╭──

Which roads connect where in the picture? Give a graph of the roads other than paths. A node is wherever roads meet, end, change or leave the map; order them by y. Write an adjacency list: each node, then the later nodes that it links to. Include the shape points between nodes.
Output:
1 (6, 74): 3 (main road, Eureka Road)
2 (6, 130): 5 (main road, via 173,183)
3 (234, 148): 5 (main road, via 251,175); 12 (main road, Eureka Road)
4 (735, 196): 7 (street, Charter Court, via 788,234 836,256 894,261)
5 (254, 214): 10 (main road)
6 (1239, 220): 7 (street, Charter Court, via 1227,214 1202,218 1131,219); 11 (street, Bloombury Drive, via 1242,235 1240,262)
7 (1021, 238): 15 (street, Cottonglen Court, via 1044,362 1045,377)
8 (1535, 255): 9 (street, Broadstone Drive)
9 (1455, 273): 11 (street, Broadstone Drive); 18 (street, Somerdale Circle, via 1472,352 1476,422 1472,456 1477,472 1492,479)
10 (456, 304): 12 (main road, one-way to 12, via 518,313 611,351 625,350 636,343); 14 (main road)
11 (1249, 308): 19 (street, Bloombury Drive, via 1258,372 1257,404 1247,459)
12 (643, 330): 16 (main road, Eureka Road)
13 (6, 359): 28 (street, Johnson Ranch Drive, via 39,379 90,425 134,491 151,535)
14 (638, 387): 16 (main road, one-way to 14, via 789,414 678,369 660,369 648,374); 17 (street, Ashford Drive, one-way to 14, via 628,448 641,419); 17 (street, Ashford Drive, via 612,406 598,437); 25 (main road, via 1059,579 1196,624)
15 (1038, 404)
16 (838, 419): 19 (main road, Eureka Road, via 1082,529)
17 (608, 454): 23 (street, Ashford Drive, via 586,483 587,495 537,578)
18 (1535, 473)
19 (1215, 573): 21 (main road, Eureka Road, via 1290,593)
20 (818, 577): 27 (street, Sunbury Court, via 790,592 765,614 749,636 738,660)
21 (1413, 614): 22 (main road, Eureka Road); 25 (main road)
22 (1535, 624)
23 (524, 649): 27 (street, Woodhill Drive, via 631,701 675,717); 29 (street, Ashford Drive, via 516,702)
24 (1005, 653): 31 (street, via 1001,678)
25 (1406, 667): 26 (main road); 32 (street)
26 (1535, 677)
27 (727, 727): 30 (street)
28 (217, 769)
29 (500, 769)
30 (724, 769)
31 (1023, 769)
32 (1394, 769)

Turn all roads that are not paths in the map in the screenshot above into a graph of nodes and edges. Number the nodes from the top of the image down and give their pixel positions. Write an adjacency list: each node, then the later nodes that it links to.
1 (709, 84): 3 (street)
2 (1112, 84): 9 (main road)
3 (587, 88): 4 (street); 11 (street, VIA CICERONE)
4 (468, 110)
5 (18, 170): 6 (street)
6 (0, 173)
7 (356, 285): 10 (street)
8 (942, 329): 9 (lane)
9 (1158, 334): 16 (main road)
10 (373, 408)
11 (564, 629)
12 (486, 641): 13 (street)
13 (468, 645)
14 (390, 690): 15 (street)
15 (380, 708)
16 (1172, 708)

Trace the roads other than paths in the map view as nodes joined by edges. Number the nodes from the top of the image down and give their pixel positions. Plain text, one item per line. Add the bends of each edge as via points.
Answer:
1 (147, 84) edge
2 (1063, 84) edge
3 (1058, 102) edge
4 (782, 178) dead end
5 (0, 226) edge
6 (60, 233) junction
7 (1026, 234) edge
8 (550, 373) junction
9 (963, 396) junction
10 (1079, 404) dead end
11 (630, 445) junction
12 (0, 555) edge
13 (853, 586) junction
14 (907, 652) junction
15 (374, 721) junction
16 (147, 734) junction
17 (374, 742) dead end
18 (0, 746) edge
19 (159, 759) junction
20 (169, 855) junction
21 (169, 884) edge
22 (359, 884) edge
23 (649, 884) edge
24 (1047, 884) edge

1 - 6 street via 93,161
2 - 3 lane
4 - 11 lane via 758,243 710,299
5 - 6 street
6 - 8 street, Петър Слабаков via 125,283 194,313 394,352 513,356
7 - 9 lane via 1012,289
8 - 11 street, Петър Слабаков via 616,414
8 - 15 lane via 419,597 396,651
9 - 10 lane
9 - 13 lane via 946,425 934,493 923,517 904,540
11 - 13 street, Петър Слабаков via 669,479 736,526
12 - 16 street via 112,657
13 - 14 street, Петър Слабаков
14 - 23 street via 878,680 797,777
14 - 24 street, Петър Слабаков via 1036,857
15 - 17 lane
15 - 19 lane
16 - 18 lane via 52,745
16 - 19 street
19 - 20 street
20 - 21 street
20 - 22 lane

╰──

> Brief:
The answer should be the entries, given again without a single difference.

> Response to the exercise:
Which roads connect where in the picture? Give a graph of the roads other than paths. A node is wherever roads meet, end, change or leave the map; order them by y. Write an adjacency list: each node, then the later nodes that it links to. Include the shape points between nodes.
Output:
1 (6, 74): 3 (main road, Eureka Road)
2 (6, 130): 5 (main road, via 173,183)
3 (234, 148): 5 (main road, via 251,175); 12 (main road, Eureka Road)
4 (735, 196): 7 (street, Charter Court, via 788,234 836,256 894,261)
5 (254, 214): 10 (main road)
6 (1239, 220): 7 (street, Charter Court, via 1227,214 1202,218 1131,219); 11 (street, Bloombury Drive, via 1242,235 1240,262)
7 (1021, 238): 15 (street, Cottonglen Court, via 1044,362 1045,377)
8 (1535, 255): 9 (street, Broadstone Drive)
9 (1455, 273): 11 (street, Broadstone Drive); 18 (street, Somerdale Circle, via 1472,352 1476,422 1472,456 1477,472 1492,479)
10 (456, 304): 12 (main road, one-way to 12, via 518,313 611,351 625,350 636,343); 14 (main road)
11 (1249, 308): 19 (street, Bloombury Drive, via 1258,372 1257,404 1247,459)
12 (643, 330): 16 (main road, Eureka Road)
13 (6, 359): 28 (street, Johnson Ranch Drive, via 39,379 90,425 134,491 151,535)
14 (638, 387): 16 (main road, one-way to 14, via 789,414 678,369 660,369 648,374); 17 (street, Ashford Drive, one-way to 14, via 628,448 641,419); 17 (street, Ashford Drive, via 612,406 598,437); 25 (main road, via 1059,579 1196,624)
15 (1038, 404)
16 (838, 419): 19 (main road, Eureka Road, via 1082,529)
17 (608, 454): 23 (street, Ashford Drive, via 586,483 587,495 537,578)
18 (1535, 473)
19 (1215, 573): 21 (main road, Eureka Road, via 1290,593)
20 (818, 577): 27 (street, Sunbury Court, via 790,592 765,614 749,636 738,660)
21 (1413, 614): 22 (main road, Eureka Road); 25 (main road)
22 (1535, 624)
23 (524, 649): 27 (street, Woodhill Drive, via 631,701 675,717); 29 (street, Ashford Drive, via 516,702)
24 (1005, 653): 31 (street, via 1001,678)
25 (1406, 667): 26 (main road); 32 (street)
26 (1535, 677)
27 (727, 727): 30 (street)
28 (217, 769)
29 (500, 769)
30 (724, 769)
31 (1023, 769)
32 (1394, 769)

Turn all roads that are not paths in the map in the screenshot above into a graph of nodes and edges. Number the nodes from the top of the image down and give their pixel positions. Write an adjacency list: each node, then the later nodes that it links to.
1 (709, 84): 3 (street)
2 (1112, 84): 9 (main road)
3 (587, 88): 4 (street); 11 (street, VIA CICERONE)
4 (468, 110)
5 (18, 170): 6 (street)
6 (0, 173)
7 (356, 285): 10 (street)
8 (942, 329): 9 (lane)
9 (1158, 334): 16 (main road)
10 (373, 408)
11 (564, 629)
12 (486, 641): 13 (street)
13 (468, 645)
14 (390, 690): 15 (street)
15 (380, 708)
16 (1172, 708)

Trace the roads other than paths in the map view as nodes joined by edges. Number the nodes from the top of the image down and give their pixel positions. Plain text, one item per line. Add the bends of each edge as via points.
Answer:
1 (147, 84) edge
2 (1063, 84) edge
3 (1058, 102) edge
4 (782, 178) dead end
5 (0, 226) edge
6 (60, 233) junction
7 (1026, 234) edge
8 (550, 373) junction
9 (963, 396) junction
10 (1079, 404) dead end
11 (630, 445) junction
12 (0, 555) edge
13 (853, 586) junction
14 (907, 652) junction
15 (374, 721) junction
16 (147, 734) junction
17 (374, 742) dead end
18 (0, 746) edge
19 (159, 759) junction
20 (169, 855) junction
21 (169, 884) edge
22 (359, 884) edge
23 (649, 884) edge
24 (1047, 884) edge

1 - 6 street via 93,161
2 - 3 lane
4 - 11 lane via 758,243 710,299
5 - 6 street
6 - 8 street, Петър Слабаков via 125,283 194,313 394,352 513,356
7 - 9 lane via 1012,289
8 - 11 street, Петър Слабаков via 616,414
8 - 15 lane via 419,597 396,651
9 - 10 lane
9 - 13 lane via 946,425 934,493 923,517 904,540
11 - 13 street, Петър Слабаков via 669,479 736,526
12 - 16 street via 112,657
13 - 14 street, Петър Слабаков
14 - 23 street via 878,680 797,777
14 - 24 street, Петър Слабаков via 1036,857
15 - 17 lane
15 - 19 lane
16 - 18 lane via 52,745
16 - 19 street
19 - 20 street
20 - 21 street
20 - 22 lane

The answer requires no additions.